Patient Compliance/Adherence

An analysis of the treatment given to chronically ill patients and how they respond and manage to adhere to it.

This paper critically analyses the factors that may contribute to the chronically ill person maintaining or not maintaing adherence to treatment. Five related areas of concern associated with compliance metatheory are briefly reviewed. It is asserted that theory building, assessment, research, and clinical application have been needlessly constrained as a result of the tendency of compliance investigations to be: (a) unidimensional, (b) practitioner centered, (c) reductionist, (d) stability (consistency) oriented, and (e) a motivational. The problem listing is then followed by a discussion of potential conceptual alternatives, and by the presentation of a tentative family of terms to replace the current overextended usage of the compliance label.
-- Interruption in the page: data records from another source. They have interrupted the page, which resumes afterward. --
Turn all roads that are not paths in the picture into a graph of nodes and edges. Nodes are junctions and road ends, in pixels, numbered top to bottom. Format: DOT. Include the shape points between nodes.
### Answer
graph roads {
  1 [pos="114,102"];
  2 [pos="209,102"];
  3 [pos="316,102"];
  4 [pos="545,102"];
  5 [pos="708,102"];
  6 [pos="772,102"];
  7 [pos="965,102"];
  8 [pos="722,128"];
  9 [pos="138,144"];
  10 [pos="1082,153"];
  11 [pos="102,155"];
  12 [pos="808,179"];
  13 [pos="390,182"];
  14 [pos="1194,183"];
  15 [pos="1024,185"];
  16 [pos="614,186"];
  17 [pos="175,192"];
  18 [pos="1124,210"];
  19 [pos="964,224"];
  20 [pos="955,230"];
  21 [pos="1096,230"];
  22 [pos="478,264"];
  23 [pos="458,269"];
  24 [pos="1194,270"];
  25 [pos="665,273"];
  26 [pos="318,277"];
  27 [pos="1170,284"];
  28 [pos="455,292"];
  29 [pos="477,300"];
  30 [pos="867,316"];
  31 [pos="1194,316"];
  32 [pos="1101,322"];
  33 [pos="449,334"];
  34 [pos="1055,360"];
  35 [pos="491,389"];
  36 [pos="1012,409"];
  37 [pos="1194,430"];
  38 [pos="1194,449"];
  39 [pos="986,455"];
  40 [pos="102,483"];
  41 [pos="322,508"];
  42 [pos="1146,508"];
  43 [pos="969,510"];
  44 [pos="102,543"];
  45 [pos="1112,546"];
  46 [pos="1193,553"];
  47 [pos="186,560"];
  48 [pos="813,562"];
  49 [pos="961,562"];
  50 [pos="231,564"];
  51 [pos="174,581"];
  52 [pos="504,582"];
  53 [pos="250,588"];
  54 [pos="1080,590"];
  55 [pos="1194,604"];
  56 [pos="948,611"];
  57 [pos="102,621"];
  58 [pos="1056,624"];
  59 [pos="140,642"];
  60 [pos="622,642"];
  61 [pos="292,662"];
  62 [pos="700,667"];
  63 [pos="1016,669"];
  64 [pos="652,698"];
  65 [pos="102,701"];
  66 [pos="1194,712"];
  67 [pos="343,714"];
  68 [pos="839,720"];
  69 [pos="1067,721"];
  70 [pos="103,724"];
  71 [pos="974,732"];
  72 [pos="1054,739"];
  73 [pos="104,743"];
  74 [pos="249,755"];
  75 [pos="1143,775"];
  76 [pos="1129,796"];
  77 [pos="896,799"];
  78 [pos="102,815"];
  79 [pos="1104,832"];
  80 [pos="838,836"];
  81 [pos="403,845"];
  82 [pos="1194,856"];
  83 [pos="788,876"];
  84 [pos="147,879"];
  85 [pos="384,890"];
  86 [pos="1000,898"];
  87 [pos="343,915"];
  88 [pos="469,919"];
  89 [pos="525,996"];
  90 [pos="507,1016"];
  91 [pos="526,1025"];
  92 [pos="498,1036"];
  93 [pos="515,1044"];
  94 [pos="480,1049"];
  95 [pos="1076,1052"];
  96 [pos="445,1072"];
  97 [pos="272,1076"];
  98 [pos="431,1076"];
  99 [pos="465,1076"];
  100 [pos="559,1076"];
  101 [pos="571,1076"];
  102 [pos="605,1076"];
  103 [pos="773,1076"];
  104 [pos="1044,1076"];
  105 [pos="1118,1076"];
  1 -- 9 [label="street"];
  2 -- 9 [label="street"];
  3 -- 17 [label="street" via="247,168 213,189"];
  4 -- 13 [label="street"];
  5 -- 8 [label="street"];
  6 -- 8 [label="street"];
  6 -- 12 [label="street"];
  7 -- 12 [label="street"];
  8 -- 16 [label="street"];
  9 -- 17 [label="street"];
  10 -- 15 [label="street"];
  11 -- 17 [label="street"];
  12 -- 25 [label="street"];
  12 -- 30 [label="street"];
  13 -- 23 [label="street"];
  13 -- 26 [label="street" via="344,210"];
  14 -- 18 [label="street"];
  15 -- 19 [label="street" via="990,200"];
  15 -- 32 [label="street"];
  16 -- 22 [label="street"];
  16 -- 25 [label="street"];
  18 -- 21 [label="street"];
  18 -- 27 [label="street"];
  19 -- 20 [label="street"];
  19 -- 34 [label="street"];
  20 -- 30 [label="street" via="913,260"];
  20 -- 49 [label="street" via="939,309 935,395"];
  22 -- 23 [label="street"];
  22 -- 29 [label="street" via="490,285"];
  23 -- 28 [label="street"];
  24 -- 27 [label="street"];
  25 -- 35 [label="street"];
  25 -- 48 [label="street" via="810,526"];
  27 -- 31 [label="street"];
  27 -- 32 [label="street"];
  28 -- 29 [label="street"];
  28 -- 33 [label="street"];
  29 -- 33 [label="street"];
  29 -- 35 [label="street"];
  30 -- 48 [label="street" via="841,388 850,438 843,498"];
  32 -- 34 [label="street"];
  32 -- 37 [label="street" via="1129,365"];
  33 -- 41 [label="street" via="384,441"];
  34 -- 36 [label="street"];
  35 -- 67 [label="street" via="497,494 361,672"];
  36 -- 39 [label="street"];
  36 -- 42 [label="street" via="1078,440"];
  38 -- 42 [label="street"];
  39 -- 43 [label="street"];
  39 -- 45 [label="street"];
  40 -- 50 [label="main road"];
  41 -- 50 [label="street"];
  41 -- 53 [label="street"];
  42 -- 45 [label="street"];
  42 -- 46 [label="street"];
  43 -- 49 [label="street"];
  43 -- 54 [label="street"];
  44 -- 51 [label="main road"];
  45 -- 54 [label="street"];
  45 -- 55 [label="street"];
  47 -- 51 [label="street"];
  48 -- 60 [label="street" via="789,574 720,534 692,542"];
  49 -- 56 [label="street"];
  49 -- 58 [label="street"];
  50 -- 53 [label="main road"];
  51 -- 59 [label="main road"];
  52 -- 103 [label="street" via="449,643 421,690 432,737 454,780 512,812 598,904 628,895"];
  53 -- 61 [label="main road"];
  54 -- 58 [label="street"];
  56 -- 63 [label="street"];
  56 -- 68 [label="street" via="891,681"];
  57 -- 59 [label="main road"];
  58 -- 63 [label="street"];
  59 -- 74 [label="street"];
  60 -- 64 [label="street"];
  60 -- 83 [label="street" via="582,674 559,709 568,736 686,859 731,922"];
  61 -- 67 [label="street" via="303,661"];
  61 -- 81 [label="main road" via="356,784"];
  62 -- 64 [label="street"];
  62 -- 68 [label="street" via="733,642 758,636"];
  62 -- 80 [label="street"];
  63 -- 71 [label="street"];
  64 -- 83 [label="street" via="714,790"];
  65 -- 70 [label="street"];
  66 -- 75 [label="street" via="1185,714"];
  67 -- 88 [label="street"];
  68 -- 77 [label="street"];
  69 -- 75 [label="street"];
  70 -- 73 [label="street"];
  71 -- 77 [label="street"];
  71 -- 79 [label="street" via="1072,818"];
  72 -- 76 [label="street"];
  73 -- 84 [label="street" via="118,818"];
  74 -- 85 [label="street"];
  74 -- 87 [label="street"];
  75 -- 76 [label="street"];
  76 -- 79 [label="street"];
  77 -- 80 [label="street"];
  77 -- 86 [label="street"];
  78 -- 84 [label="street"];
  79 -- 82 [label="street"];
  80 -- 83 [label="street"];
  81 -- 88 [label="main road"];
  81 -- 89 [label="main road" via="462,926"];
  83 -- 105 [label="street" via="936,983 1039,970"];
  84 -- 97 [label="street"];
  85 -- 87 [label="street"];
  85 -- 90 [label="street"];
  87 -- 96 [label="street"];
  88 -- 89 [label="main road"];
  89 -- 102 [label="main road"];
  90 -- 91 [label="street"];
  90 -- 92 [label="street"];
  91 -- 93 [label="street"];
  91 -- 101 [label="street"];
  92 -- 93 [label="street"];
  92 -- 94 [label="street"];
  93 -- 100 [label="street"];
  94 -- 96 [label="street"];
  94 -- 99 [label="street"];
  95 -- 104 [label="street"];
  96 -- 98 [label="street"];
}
“Compliance is usually defined as a technical problem that is a theoretical in nature; that is to say, compliance is a problem associated with getting the patient to behave in accord with medical advice. Karoly finds this definition to be somewhat sterile and urges that compliance should be thought of as a construct not unlike intelligence. Karoly argues that control theory offers a useful meta-analytic framework for conceptualizing the construct. The power of this approach is that it offers the possibility of combining cause-effect models and those that attempt to analyze “properties of people and/or systems (e.g., families) that are capable of yielding consistencies in health maintaining behavior.” Karoly offers a triarchic model of compliance that is analogous to Sternberg’s model of the construct of intelligence.”